Saturday, November 7, 2009

More Frustration.

10:18 PM Posted by Patrick No comments
Military Science and Leadership-101-class number two.

That is when we dealt, however briefly, with responsibilities in the military chain of command. As a general rule, a commander is directly accountable for every man under his authority. Abu Ghraib was the commander's fault. So also, when you send one of your men back home dead, that is your fault and responsibility as well. A commander should feel every single loss, because they are on him. It is not pretty, but it is something you accept if you choose to command.

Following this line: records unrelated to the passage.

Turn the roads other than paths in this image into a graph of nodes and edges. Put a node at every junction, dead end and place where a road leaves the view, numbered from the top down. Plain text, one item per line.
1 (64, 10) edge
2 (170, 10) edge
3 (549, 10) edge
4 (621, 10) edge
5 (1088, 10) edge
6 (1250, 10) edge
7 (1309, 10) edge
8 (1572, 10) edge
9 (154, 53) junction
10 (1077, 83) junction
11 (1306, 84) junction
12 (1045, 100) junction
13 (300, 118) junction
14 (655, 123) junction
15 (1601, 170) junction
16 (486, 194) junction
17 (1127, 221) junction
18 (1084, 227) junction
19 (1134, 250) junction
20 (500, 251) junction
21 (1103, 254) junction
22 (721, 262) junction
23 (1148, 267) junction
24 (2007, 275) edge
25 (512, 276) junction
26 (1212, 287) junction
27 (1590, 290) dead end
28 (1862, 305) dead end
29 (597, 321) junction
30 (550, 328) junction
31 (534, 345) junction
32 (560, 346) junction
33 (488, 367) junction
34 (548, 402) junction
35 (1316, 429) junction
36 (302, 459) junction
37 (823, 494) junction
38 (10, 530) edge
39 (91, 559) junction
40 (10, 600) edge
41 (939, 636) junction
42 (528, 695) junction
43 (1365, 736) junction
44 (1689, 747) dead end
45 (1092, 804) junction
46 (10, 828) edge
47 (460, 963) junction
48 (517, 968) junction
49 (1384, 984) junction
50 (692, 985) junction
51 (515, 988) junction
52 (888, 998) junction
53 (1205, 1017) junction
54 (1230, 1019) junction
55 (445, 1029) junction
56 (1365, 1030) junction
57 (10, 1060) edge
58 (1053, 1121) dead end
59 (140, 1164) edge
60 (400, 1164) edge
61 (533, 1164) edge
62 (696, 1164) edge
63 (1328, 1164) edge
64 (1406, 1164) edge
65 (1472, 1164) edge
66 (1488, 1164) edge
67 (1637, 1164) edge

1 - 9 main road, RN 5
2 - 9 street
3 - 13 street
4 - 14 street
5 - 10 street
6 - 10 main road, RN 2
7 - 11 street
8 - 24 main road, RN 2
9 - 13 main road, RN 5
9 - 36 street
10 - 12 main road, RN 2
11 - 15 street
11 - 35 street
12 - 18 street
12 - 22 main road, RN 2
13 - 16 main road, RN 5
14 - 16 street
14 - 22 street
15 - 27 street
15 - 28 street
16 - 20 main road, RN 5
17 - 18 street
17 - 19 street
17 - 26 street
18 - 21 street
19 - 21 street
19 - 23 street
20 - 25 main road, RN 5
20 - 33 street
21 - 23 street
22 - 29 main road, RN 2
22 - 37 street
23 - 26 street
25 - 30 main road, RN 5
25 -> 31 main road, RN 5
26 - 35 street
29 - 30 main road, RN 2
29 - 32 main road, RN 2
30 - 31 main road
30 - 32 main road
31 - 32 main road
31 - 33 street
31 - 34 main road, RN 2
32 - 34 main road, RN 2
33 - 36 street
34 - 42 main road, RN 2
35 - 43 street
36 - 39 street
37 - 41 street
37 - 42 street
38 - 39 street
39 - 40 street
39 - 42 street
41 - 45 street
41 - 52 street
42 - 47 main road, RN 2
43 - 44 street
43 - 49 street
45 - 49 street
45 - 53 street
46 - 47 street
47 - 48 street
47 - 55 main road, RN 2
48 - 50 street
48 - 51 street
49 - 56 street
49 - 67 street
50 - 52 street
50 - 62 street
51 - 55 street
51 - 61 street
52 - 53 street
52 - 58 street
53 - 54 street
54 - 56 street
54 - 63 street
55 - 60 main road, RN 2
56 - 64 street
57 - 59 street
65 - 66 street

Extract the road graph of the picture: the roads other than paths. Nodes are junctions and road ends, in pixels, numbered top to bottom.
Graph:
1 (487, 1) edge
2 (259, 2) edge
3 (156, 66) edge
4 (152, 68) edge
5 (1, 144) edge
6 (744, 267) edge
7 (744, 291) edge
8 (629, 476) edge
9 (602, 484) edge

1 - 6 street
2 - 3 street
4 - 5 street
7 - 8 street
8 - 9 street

Nine months, indecision, and shout-outs. Can anyone tell me what those three have in common? To me they are evidence that our Commander-in-Chief does not understand and comprehend the enormity of his office. Every life that the President of the United States spends is on him. His primary duty has nothing to do with our global image, climate change, health-care, or even diplomacy. Commander is not a title given because the founders thought it sounded cool; it is a charge that should go straight to the soul of the man who holds the office. He is responsible for every man wearing that uniform, and that is his first responsibility.

I am chagrined by the callous and unconcerned attitude which our President has taken. He has actually caused me to miss Bush. I am tired of seeing the President and his never-ending stream of interviews, when he has done nothing about the increasingly more violent and dangerous situation in Afghanistan. Let him first withdraw the troops, or commit sufficient troops to finish the job; then let him speak. I would of course prefer that we did not leave our mideast allies hanging out to dry and the very thought of such action is bitter to me, but it would be worse still to leave American soldiers hanging out to dry.

As I watch the President--right now-- speak about the exciting possibility of the health-care bill, I am wondering when he is going to fulfill his duty to our troops abroad and at home; A duty that does not stop with commanding, but understanding exactly what command really means.